- Born: 28 September 1970 (age 55) Neginhal, Bailhongal, Belgaum, India
- Organization: Samarthanam Trust for the Disabled Cricket Association for the Blind in India
- Website: https://www.mahanteshgk.com

= Mahantesh G Kivadasannavar =

Indian sports figure and cricketer

Dr Mahantesh G Kivadasannavar (born 28 September 1970 in Neginhal) is an Indian former cricket player and sports executive who is the President of Differently-abled Cricket Council DCCII Cricket Association for the Blind in India (CABI), and Ex President of World Blind Cricket Ltd

== CABI ==
A blind cricket player, Mahantesh founded CABI, which trains blind cricket players to compete in India and internationally.

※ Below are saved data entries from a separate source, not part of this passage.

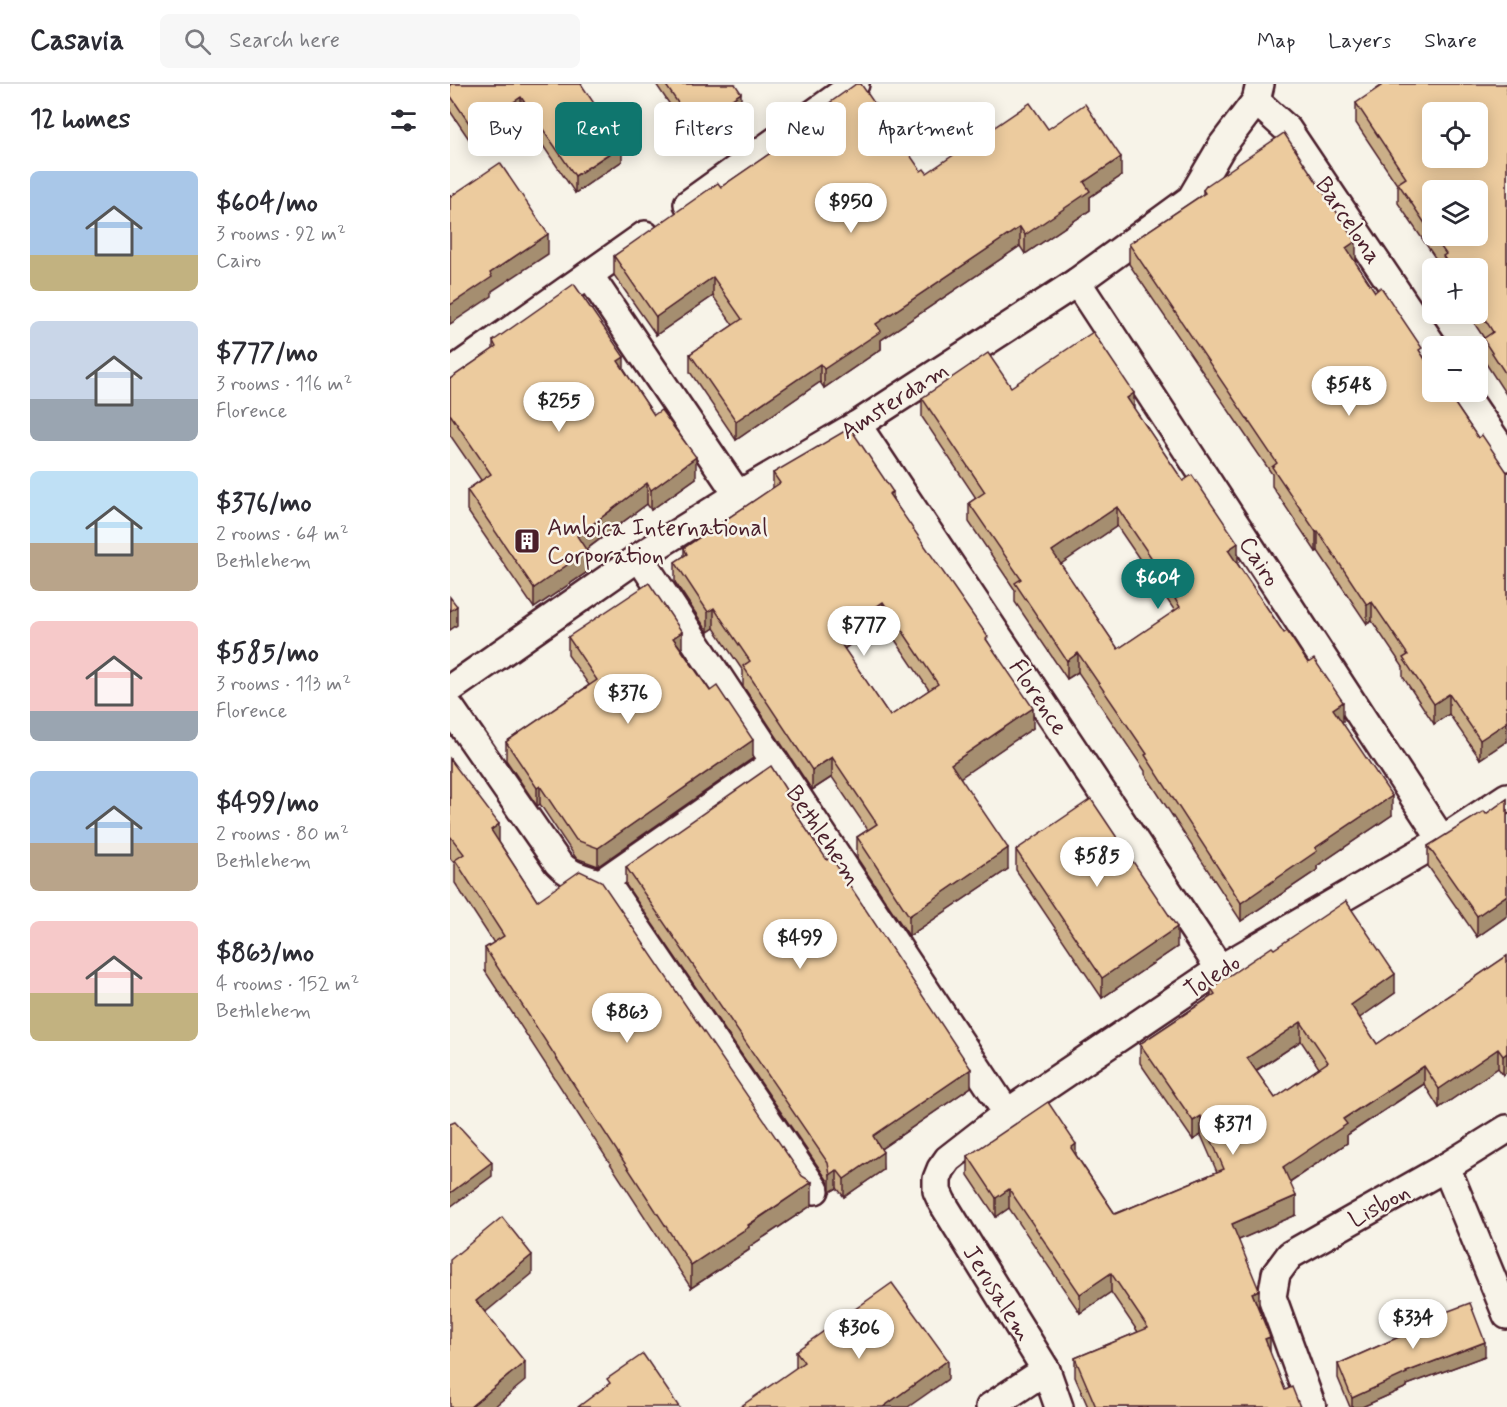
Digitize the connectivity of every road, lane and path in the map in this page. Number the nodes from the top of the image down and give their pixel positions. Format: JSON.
{"nodes":[{"id":1,"x":855,"y":84,"type":"edge"},
{"id":2,"x":1258,"y":92,"type":"edge"},
{"id":3,"x":589,"y":275,"type":"junction"},
{"id":4,"x":1077,"y":282,"type":"junction"},
{"id":5,"x":1426,"y":336,"type":"edge"},
{"id":6,"x":450,"y":373,"type":"edge"},
{"id":7,"x":1470,"y":402,"type":"edge"},
{"id":8,"x":857,"y":425,"type":"junction"},
{"id":9,"x":1507,"y":457,"type":"edge"},
{"id":10,"x":738,"y":495,"type":"junction"},
{"id":11,"x":639,"y":558,"type":"junction"},
{"id":12,"x":450,"y":689,"type":"edge"},
{"id":13,"x":451,"y":709,"type":"edge"},
{"id":14,"x":775,"y":762,"type":"junction"},
{"id":15,"x":1507,"y":797,"type":"edge"},
{"id":16,"x":1442,"y":840,"type":"junction"},
{"id":17,"x":601,"y":884,"type":"junction"},
{"id":18,"x":1220,"y":969,"type":"junction"},
{"id":19,"x":1007,"y":1113,"type":"junction"},
{"id":20,"x":1507,"y":1129,"type":"edge"},
{"id":21,"x":1446,"y":1167,"type":"junction"},
{"id":22,"x":937,"y":1179,"type":"joint"},
{"id":23,"x":815,"y":1190,"type":"dead end"},
{"id":24,"x":1507,"y":1315,"type":"edge"},
{"id":25,"x":1046,"y":1370,"type":"junction"},
{"id":26,"x":990,"y":1407,"type":"edge"},
{"id":27,"x":1059,"y":1407,"type":"edge"},
{"id":28,"x":1312,"y":1407,"type":"edge"}],
"edges":[{"from":1,"to":3,"type":"street"},
{"from":2,"to":4,"type":"street","name":"Amsterdam"},
{"from":2,"to":5,"type":"street","name":"Barcelona"},
{"from":3,"to":6,"type":"street"},
{"from":3,"to":10,"type":"street"},
{"from":4,"to":8,"type":"street","name":"Amsterdam"},
{"from":4,"to":16,"type":"street","name":"Cairo"},
{"from":7,"to":9,"type":"street"},
{"from":8,"to":10,"type":"street","name":"Amsterdam"},
{"from":8,"to":18,"type":"street","name":"Florence"},
{"from":10,"to":11,"type":"street","name":"Amsterdam"},
{"from":11,"to":12,"type":"street","name":"Amsterdam"},
{"from":11,"to":14,"type":"street","name":"Bethlehem"},
{"from":13,"to":17,"type":"street"},
{"from":14,"to":17,"type":"street"},
{"from":14,"to":19,"type":"street","name":"Bethlehem"},
{"from":15,"to":16,"type":"street","name":"Toledo"},
{"from":16,"to":18,"type":"street","name":"Toledo"},
{"from":17,"to":23,"type":"street"},
{"from":18,"to":19,"type":"street","name":"Toledo"},
{"from":19,"to":22,"type":"street","name":"Toledo"},
{"from":20,"to":21,"type":"street","name":"Lisbon"},
{"from":21,"to":24,"type":"street"},
{"from":21,"to":28,"type":"street","name":"Lisbon"},
{"from":22,"to":25,"type":"street","name":"Jerusalem"},
{"from":25,"to":26,"type":"street"},
{"from":25,"to":27,"type":"street","name":"Jerusalem"}]}
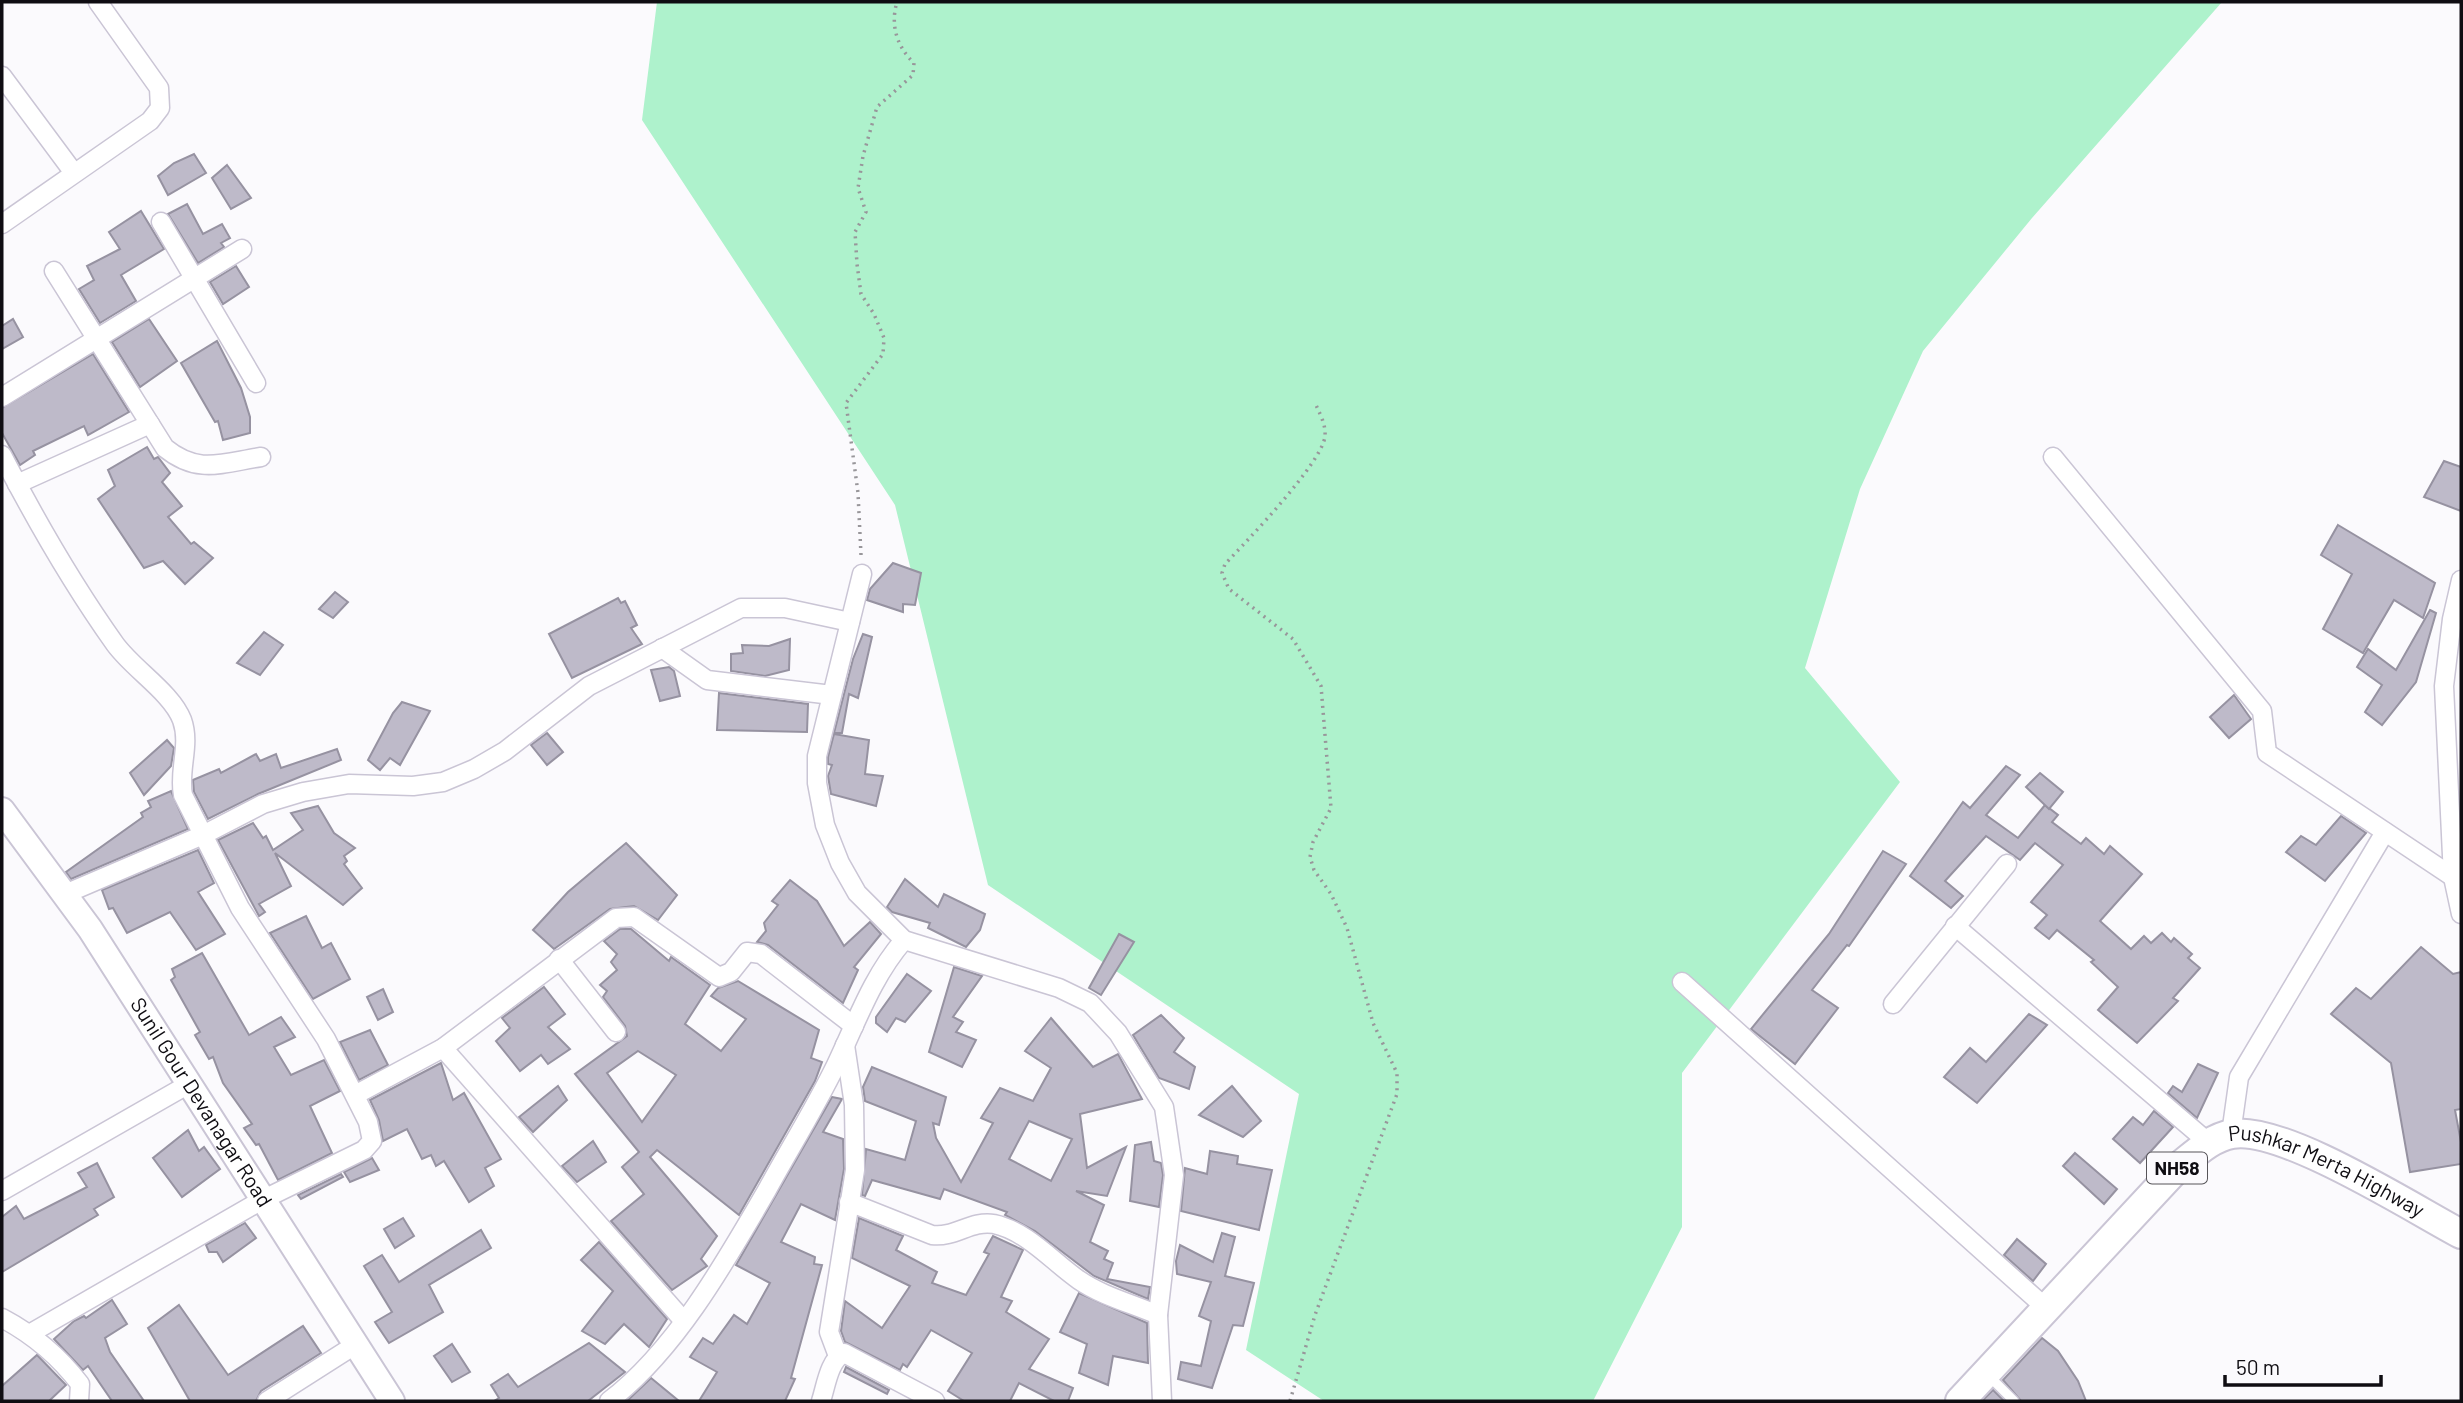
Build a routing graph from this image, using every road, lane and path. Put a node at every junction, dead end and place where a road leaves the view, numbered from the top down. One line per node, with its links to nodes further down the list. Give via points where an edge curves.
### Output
1 (98, 2): 4 (street, via 159,88 160,108 150,121)
2 (897, 2): 19 (path, via 894,23 898,43 914,63 913,75 877,107 859,188 866,212 855,232 861,294 884,338 883,354 846,403 858,493)
3 (2, 76): 4 (street)
4 (74, 173): 6 (street)
5 (161, 222): 9 (street)
6 (2, 224)
7 (242, 249): 9 (street)
8 (54, 271): 10 (street)
9 (192, 279): 10 (street); 11 (street)
10 (96, 338): 12 (street); 14 (street)
11 (256, 383)
12 (2, 397)
13 (1316, 405): 62 (path, via 1326,435 1321,451 1222,573 1229,589 1293,639 1321,686 1331,808 1310,857 1347,928 1373,1023 1397,1073 1397,1094 1315,1315)
14 (150, 424): 16 (street, via 165,448 181,461 200,467); 18 (street)
15 (2, 455): 18 (street)
16 (261, 457)
17 (2053, 457): 25 (street, via 2262,711 2267,753)
18 (17, 484): 26 (street, via 116,647 181,717 186,731 180,780)
19 (862, 574): 21 (street)
20 (2461, 580): 28 (street, via 2444,686)
21 (850, 622): 22 (street, via 785,608 741,608); 23 (street)
22 (662, 648): 23 (street, via 707,680); 26 (street, via 589,686 505,751 443,782 349,784 303,792 263,804)
23 (832, 695): 32 (street, via 817,756 825,825 857,894)
24 (3, 814): 29 (main road, Sunil Gour Devanagar Road)
25 (2385, 832): 28 (street); 42 (street, via 2239,1077)
26 (203, 835): 29 (street); 41 (street, via 240,908 326,1039)
27 (2007, 864): 31 (street)
28 (2453, 877): 30 (street)
29 (65, 894): 40 (main road, Sunil Gour Devanagar Road)
30 (2461, 914)
31 (1955, 926): 35 (street); 42 (street)
32 (904, 940): 36 (street, via 874,980); 48 (street, via 1059,988 1090,1003 1118,1033 1164,1107 1170,1140 1174,1175)
33 (559, 959): 36 (street, via 616,918 634,917 719,977 731,972 747,952 761,954); 37 (street); 39 (street)
34 (1682, 982): 47 (street)
35 (1893, 1004)
36 (854, 1026): 38 (street)
37 (616, 1032)
38 (845, 1045): 45 (street, via 854,1105 855,1170); 50 (street, via 745,1227)
39 (443, 1048): 41 (street); 50 (street)
40 (189, 1084): 43 (street); 44 (main road, Sunil Gour Devanagar Road)
41 (355, 1095): 44 (street, via 372,1141 364,1150)
42 (2220, 1138): 46 (highway, Pushkar Merta Highway / NH58, via 2258,1134 2291,1143); 47 (highway, Pushkar Merta Highway / NH58, via 2157,1188)
43 (2, 1191)
44 (262, 1200): 51 (street); 52 (main road, Sunil Gour Devanagar Road)
45 (849, 1202): 48 (street, via 932,1235 980,1223 998,1225 1018,1234 1082,1282); 53 (street, via 829,1332)
46 (2461, 1234)
47 (2046, 1308): 54 (highway, Pushkar Merta Highway / NH58)
48 (1158, 1315): 61 (street)
49 (2, 1318): 51 (street)
50 (683, 1320): 58 (street, via 661,1351)
51 (31, 1333): 55 (street, via 80,1384)
52 (355, 1345): 56 (street); 57 (main road, Sunil Gour Devanagar Road)
53 (838, 1356): 59 (street); 60 (street, via 851,1354)
54 (1986, 1373): 63 (highway, Pushkar Merta Highway / NH58); 64 (lane)
55 (79, 1401)
56 (267, 1401)
57 (392, 1401)
58 (609, 1401)
59 (821, 1401)
60 (934, 1401)
61 (1162, 1401)
62 (1290, 1401)
63 (1960, 1401)
64 (2014, 1401)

He mentored the men's Indian Blind Cricket team which placed 1st and 2nd in the T20 World Cup in 2012 and 2017, 4th and 5th in the ODI World Championship in 2014 and 2018,

The Asia Cup in 2016, Bilateral Series 2018 and Triangular Series in 2018 are the blind cricket series won by the Indian team under Mahantesh's leadership.

== World Blind Cricket Limited ==
Mahantesh was elected twice as the President of the World Blind Cricket Limited. As president, he was able to encourage young players to pursue cricket as a career. Mahantesh advocated for the further development and increased recognition of blind cricket.